**EXERCISE REQUIREMENTS**
Please report every line in the entries that contains the string "node".

++++++++

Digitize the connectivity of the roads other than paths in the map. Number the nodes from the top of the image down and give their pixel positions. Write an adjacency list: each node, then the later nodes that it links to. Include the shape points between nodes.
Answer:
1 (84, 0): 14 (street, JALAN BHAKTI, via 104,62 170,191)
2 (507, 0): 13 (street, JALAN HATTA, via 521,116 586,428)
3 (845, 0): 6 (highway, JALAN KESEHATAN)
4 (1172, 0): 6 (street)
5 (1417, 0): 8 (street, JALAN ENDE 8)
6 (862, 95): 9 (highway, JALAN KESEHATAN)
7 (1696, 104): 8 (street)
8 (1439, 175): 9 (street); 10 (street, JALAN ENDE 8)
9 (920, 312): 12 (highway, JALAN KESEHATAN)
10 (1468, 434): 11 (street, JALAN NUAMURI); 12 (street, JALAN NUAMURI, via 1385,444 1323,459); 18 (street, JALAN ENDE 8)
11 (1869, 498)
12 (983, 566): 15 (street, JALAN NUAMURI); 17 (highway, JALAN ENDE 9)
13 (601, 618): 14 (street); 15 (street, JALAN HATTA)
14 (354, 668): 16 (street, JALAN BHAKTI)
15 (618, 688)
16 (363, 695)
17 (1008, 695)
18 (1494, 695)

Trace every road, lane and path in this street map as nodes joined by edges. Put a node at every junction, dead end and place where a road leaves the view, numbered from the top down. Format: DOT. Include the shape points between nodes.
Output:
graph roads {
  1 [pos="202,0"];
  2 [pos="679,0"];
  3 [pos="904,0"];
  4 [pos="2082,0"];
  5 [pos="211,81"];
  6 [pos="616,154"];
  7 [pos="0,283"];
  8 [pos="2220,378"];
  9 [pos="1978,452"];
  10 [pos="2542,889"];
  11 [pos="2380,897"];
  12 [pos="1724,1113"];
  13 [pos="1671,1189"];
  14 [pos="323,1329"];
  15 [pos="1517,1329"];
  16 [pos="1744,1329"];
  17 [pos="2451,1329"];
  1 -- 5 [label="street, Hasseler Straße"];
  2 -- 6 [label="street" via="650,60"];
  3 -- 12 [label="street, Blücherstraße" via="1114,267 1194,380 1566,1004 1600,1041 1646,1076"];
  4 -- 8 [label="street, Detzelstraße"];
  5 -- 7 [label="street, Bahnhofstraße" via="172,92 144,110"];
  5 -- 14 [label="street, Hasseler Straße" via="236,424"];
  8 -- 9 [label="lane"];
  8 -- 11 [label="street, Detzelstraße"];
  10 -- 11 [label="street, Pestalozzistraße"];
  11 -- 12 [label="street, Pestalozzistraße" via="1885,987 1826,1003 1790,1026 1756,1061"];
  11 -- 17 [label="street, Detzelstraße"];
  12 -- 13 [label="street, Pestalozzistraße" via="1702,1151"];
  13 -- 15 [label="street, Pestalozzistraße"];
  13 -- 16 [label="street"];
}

++++++++

**THE ANSWER**
Digitize the connectivity of the roads other than paths in the map. Number the nodes from the top of the image down and give their pixel positions. Write an adjacency list: each node, then the later nodes that it links to. Include the shape points between nodes.
Trace every road, lane and path in this street map as nodes joined by edges. Put a node at every junction, dead end and place where a road leaves the view, numbered from the top down. Format: DOT. Include the shape points between nodes.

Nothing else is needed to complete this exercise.